TASK INSTRUCTIONS ::
Scan the listing below for the word "Keep" and copy every line where it occurs.

EXERCISE DATA ::
════

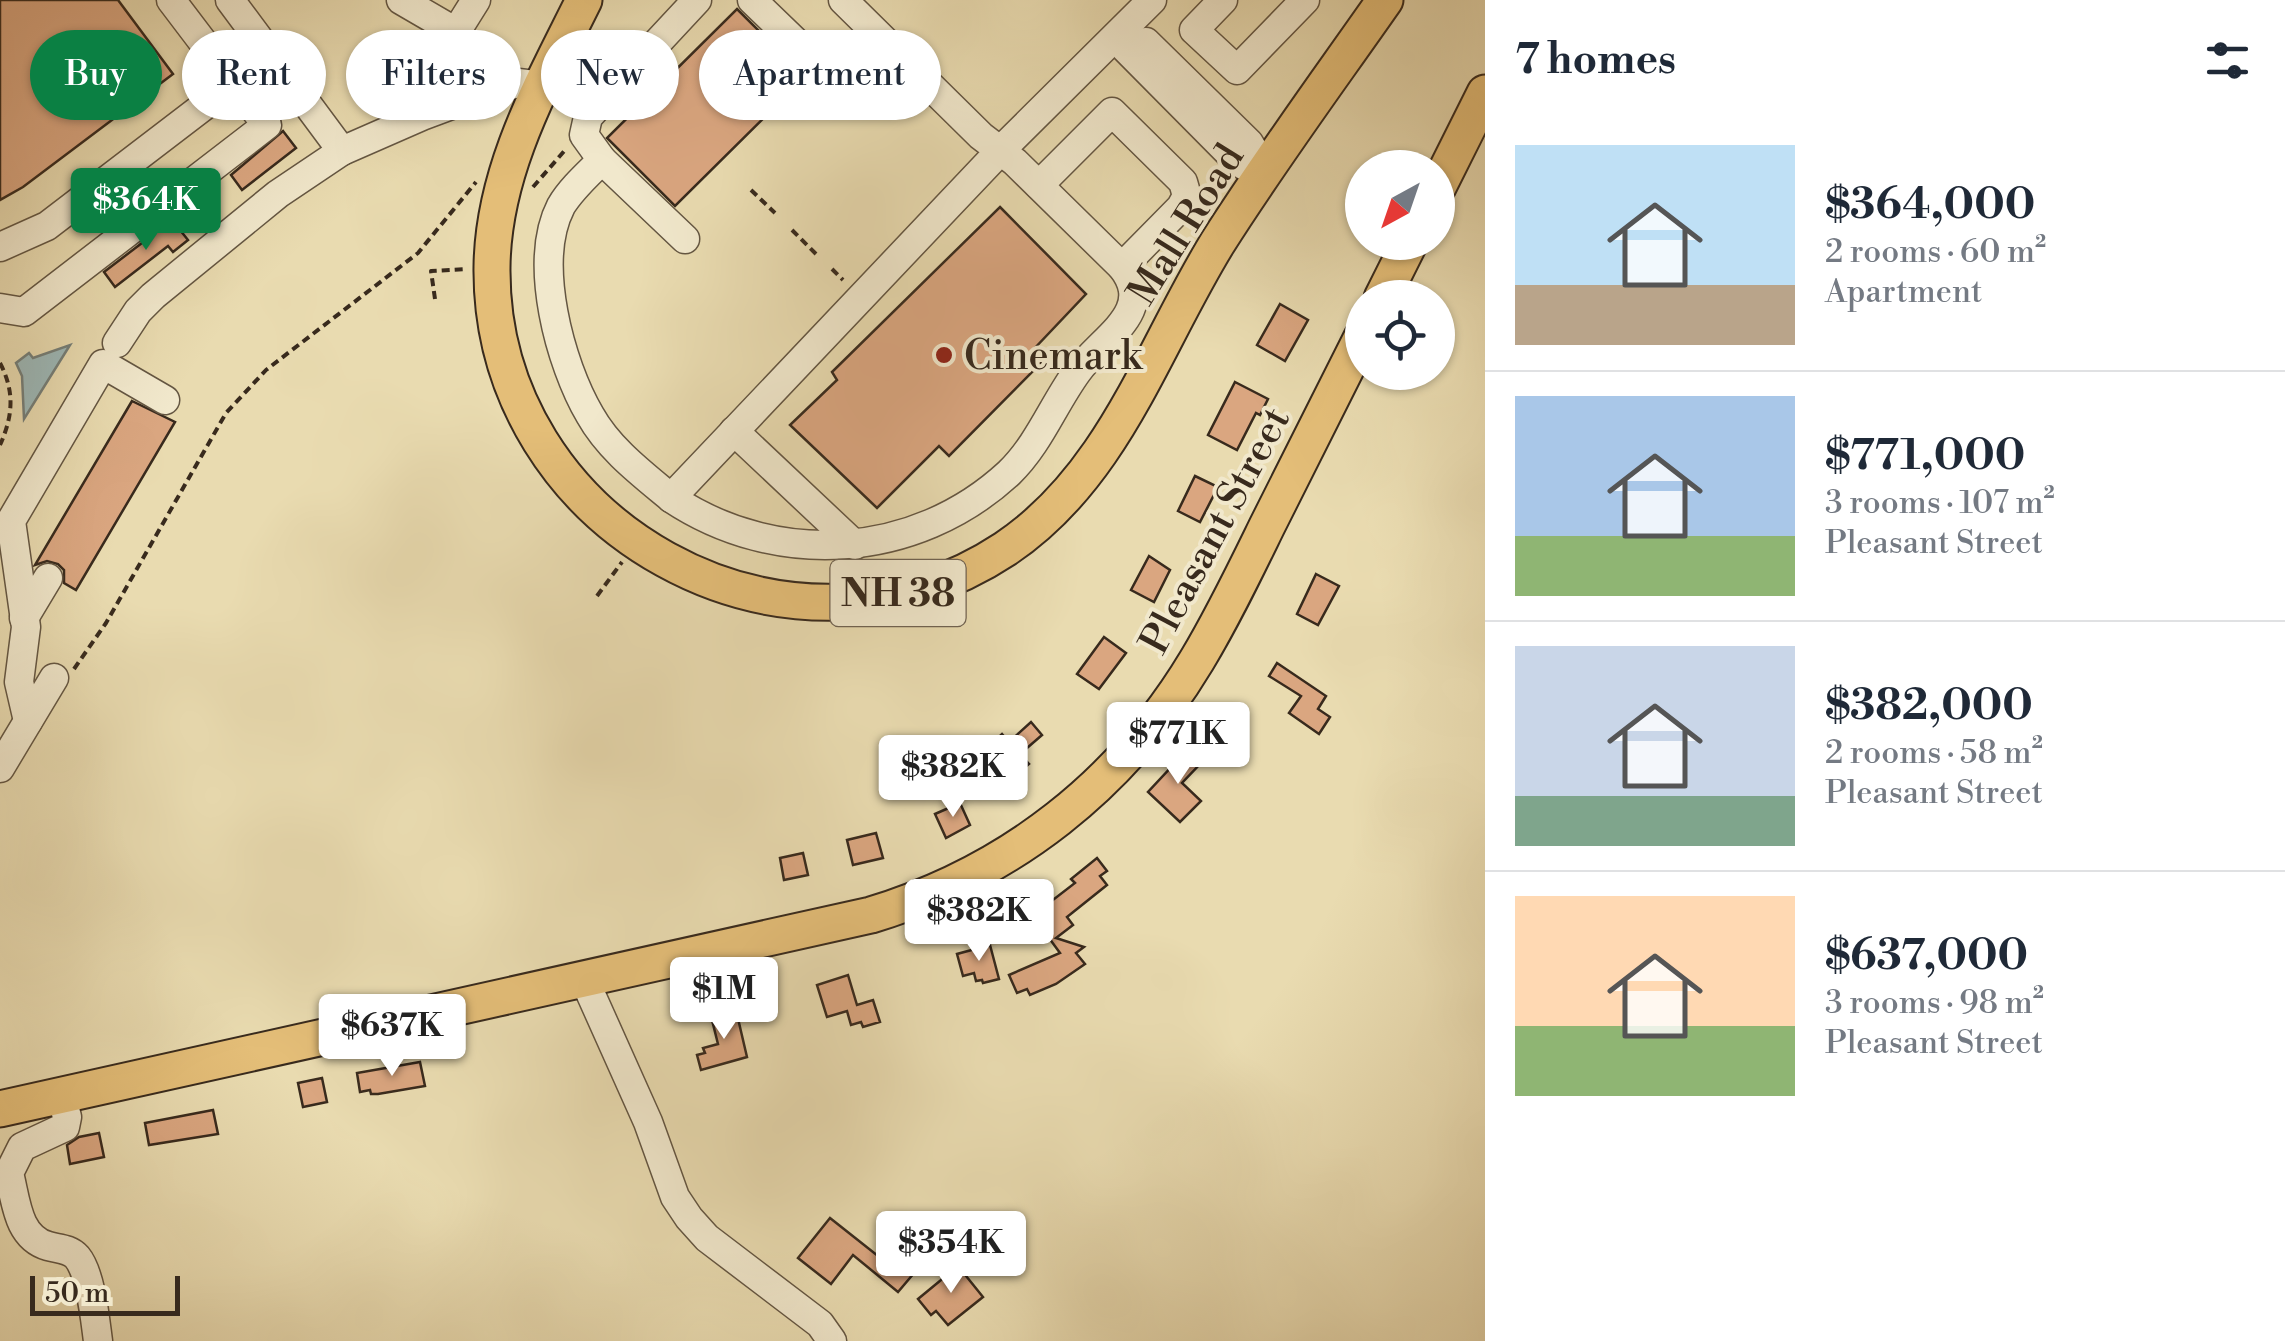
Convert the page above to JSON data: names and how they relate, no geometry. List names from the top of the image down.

════

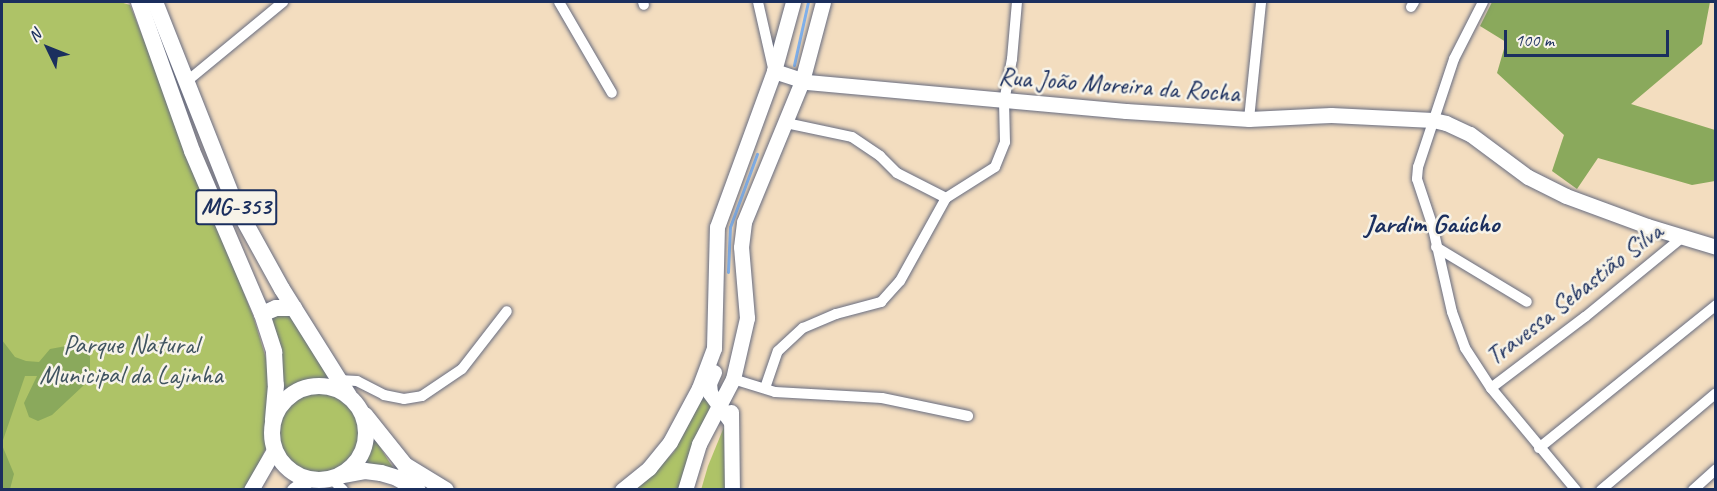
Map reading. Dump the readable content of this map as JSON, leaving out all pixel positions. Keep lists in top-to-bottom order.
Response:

════

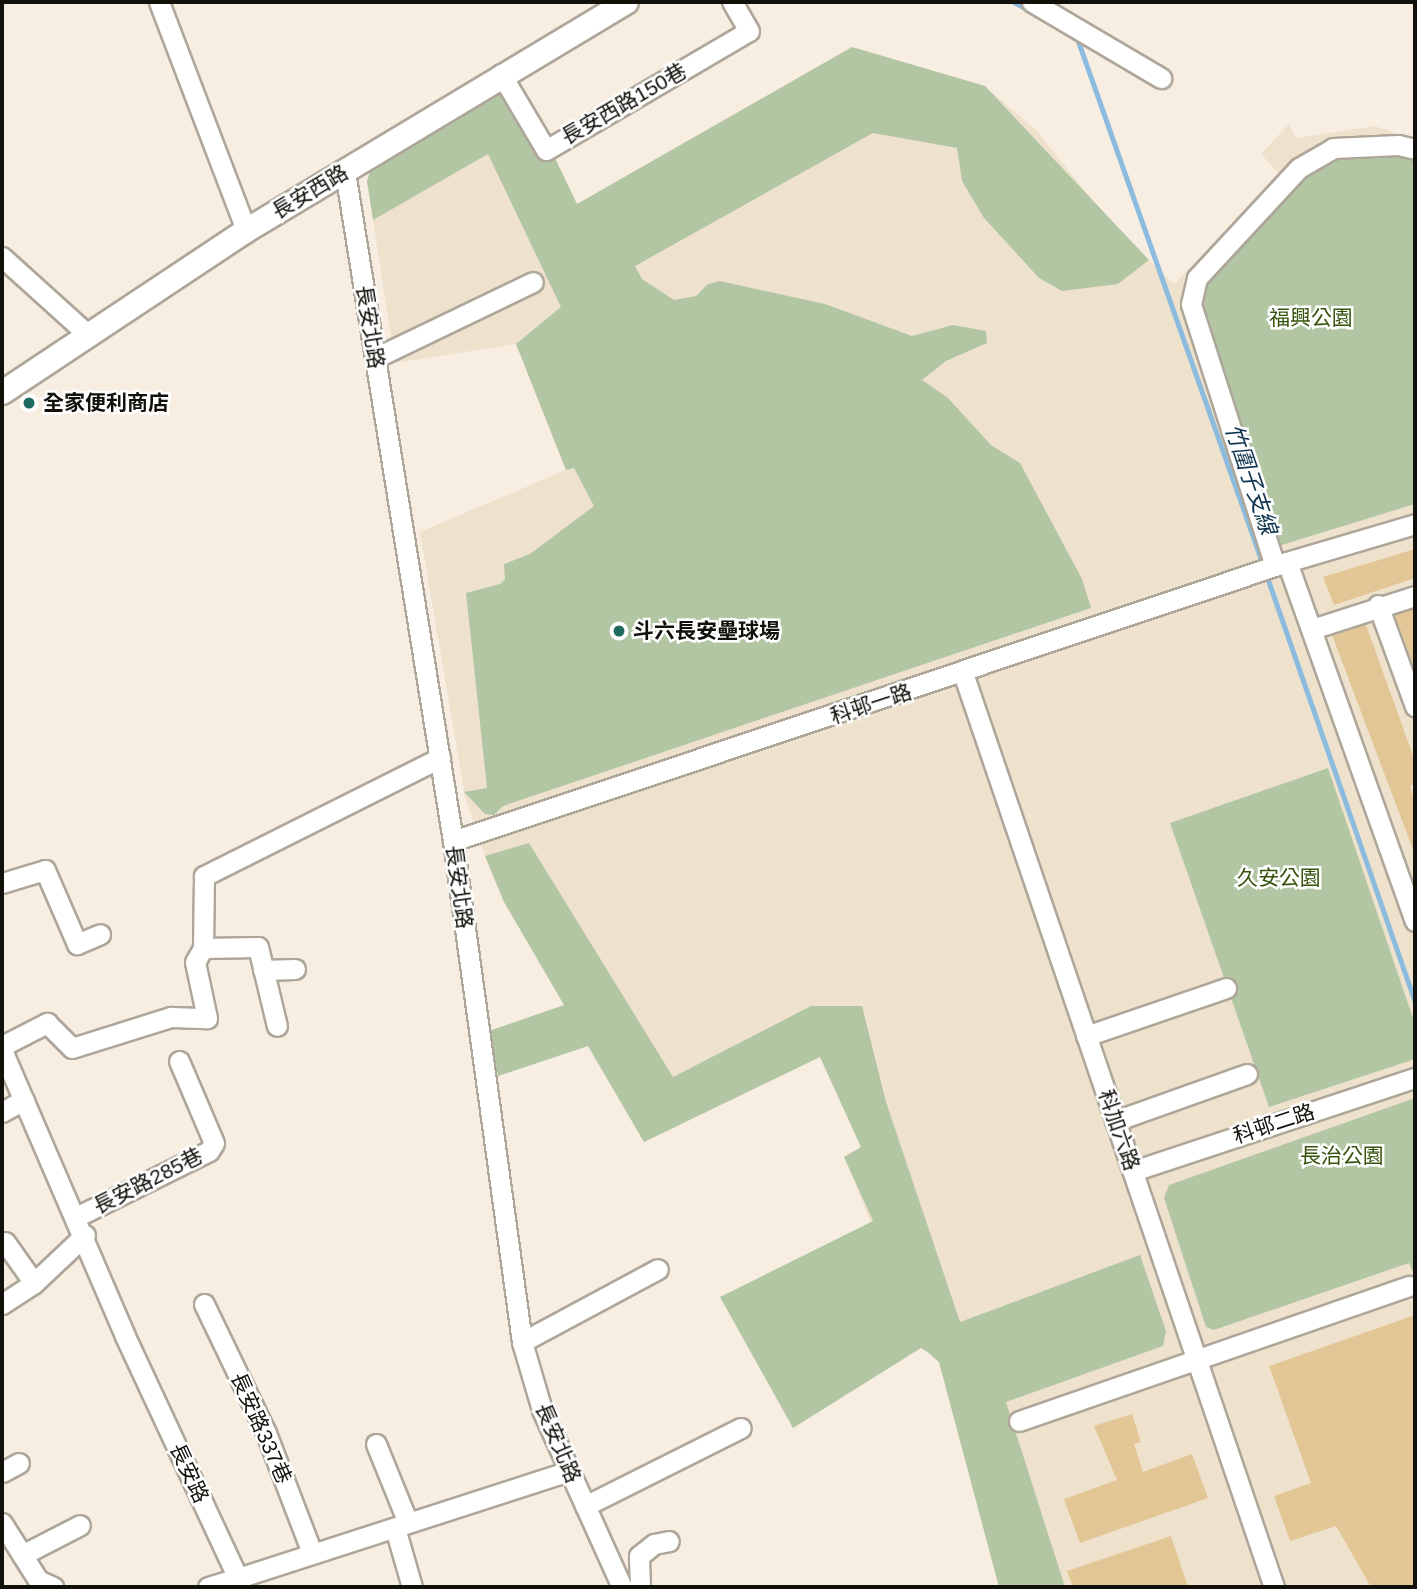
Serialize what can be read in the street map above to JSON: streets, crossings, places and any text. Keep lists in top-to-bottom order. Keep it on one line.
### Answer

════

OUTPUT BELOW ::
Map reading. Dump the readable content of this map as JSON, leaving out all pixel positions. Keep lists in top-to-bottom order.
Serialize what can be read in the street map above to JSON: streets, crossings, places and any text. Keep lists in top-to-bottom order. Keep it on one line.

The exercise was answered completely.